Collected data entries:
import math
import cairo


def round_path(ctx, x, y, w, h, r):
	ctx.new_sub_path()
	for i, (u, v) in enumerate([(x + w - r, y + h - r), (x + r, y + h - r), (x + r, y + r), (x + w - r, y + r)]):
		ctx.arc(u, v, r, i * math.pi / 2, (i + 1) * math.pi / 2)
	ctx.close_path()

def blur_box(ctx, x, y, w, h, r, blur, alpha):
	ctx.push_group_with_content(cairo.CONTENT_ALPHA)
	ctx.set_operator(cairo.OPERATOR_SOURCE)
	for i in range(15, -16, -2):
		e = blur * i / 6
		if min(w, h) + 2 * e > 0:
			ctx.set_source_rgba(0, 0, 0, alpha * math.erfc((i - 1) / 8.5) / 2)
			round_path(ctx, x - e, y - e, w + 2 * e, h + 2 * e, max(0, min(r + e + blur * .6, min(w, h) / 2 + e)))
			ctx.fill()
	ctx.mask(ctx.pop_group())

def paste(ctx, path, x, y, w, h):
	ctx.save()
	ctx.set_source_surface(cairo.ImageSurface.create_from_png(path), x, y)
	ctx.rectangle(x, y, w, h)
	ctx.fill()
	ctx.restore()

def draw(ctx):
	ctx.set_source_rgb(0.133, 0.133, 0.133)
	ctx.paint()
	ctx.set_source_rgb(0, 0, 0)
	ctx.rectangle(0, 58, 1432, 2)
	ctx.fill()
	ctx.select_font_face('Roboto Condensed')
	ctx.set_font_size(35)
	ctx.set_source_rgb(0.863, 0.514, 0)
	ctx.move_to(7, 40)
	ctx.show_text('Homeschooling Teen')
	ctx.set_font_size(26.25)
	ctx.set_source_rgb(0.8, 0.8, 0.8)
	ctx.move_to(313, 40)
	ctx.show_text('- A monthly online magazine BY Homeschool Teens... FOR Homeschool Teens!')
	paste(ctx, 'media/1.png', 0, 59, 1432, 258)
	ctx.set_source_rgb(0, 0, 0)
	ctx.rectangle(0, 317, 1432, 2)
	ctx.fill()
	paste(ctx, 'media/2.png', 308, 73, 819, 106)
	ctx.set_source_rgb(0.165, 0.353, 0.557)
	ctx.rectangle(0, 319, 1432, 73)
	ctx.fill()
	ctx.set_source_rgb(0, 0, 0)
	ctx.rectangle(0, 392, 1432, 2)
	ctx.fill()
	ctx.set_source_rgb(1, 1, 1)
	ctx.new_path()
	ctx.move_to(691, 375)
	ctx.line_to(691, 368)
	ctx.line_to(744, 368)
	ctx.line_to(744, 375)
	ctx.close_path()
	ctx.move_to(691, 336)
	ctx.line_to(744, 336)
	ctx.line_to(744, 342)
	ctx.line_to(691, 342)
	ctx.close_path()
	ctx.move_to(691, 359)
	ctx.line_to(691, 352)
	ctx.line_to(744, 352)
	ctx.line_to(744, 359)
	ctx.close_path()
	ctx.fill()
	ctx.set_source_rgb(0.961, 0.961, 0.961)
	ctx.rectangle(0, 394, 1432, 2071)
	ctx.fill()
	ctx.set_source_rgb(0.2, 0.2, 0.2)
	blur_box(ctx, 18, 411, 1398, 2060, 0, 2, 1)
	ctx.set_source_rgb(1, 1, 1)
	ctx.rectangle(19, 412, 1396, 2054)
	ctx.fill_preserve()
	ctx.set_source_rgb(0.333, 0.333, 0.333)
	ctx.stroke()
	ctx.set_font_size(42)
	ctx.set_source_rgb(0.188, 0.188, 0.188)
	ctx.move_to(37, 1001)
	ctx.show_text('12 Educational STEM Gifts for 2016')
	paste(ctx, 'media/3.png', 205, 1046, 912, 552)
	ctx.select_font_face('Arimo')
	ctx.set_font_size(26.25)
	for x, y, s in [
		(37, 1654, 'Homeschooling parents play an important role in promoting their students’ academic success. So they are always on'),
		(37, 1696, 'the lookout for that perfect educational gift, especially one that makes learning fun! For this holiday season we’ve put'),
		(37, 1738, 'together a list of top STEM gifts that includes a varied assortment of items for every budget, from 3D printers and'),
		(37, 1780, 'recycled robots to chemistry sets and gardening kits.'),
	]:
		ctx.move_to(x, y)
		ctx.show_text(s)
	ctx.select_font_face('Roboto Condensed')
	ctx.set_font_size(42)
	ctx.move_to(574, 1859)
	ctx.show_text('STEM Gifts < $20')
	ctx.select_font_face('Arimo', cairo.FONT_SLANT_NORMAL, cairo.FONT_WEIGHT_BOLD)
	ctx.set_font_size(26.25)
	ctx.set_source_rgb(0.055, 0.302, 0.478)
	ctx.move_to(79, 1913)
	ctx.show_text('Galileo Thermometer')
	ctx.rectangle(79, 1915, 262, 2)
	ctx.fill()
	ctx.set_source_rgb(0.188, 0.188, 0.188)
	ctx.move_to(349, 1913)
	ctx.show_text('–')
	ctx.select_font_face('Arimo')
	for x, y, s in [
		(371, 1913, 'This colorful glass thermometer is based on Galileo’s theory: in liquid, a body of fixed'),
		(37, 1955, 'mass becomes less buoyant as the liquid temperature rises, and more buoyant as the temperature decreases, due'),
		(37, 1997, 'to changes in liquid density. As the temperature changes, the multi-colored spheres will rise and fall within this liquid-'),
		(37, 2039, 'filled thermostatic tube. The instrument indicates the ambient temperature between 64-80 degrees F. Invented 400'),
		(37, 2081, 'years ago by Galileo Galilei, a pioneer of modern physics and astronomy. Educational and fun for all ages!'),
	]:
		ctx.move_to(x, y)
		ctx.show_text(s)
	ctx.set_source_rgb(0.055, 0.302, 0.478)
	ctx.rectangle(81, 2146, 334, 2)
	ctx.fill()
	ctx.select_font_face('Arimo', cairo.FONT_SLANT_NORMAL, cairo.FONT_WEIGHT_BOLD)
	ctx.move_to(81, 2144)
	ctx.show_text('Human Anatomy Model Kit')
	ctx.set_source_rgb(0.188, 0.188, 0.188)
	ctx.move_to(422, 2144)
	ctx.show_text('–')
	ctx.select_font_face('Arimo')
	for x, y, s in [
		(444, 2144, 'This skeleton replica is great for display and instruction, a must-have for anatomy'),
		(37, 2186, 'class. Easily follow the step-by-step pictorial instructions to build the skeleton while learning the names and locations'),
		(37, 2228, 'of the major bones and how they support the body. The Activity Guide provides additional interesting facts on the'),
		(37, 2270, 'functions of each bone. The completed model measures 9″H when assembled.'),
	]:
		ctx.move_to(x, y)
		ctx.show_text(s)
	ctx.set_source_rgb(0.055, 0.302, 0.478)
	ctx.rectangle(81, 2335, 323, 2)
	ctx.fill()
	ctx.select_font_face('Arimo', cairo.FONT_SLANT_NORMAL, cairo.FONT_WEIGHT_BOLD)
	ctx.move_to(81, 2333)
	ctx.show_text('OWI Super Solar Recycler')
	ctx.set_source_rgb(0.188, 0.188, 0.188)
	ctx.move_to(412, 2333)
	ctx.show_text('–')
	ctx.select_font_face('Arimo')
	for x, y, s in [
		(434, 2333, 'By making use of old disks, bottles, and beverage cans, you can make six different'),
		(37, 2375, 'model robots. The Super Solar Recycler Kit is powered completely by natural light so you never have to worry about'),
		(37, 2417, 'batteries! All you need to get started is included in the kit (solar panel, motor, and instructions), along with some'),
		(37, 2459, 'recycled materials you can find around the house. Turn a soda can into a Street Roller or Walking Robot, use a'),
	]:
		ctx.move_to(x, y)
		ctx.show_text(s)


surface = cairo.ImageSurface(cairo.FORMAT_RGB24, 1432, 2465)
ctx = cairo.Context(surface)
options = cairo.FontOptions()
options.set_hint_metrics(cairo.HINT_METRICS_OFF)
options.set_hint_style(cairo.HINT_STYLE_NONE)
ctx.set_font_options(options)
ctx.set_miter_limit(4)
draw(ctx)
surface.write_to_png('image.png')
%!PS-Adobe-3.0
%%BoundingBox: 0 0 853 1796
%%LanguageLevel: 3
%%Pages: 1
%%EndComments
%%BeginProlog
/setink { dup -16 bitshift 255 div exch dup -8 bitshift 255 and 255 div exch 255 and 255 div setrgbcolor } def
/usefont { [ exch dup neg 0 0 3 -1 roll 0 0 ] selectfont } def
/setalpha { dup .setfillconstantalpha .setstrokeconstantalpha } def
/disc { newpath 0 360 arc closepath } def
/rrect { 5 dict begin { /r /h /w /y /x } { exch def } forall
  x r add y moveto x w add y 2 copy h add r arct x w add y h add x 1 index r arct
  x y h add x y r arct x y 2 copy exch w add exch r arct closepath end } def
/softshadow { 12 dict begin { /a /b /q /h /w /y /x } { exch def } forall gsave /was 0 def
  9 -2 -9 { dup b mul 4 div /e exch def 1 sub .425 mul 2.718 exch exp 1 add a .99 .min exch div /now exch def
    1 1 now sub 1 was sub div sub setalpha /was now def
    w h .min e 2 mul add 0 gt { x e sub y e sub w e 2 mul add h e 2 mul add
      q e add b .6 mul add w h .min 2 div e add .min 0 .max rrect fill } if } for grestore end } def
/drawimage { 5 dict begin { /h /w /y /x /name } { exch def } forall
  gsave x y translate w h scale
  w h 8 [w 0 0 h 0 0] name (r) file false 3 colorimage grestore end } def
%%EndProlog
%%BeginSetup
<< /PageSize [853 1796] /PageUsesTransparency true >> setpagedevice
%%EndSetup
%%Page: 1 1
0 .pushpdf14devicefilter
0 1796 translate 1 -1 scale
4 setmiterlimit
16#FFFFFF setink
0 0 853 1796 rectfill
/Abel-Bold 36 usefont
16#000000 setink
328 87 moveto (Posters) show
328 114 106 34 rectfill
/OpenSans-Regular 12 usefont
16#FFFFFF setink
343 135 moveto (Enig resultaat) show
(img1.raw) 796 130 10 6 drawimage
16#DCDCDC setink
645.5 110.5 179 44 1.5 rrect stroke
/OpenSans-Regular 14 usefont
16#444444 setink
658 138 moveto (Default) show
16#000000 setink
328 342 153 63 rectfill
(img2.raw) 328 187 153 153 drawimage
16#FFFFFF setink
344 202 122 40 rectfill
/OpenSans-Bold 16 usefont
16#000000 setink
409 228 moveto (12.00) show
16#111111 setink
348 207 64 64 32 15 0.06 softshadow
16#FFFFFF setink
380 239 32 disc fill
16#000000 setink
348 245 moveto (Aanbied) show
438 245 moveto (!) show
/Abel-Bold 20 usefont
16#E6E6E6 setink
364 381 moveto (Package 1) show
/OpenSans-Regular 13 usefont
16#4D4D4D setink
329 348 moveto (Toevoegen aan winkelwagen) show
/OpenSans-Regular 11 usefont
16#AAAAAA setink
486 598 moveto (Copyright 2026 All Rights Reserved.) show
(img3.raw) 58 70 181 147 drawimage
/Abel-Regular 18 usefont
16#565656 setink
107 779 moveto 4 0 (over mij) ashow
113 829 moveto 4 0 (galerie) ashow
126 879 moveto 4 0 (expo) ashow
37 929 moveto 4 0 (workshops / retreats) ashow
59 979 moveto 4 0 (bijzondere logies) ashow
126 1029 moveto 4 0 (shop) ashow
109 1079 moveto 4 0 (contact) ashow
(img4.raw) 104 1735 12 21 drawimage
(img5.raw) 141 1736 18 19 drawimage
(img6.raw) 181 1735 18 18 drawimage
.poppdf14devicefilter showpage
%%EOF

- [Task to carry out]
Copy out each line of the data that includes the string "math".

- [Written response]
import math
		ctx.arc(u, v, r, i * math.pi / 2, (i + 1) * math.pi / 2)
			ctx.set_source_rgba(0, 0, 0, alpha * math.erfc((i - 1) / 8.5) / 2)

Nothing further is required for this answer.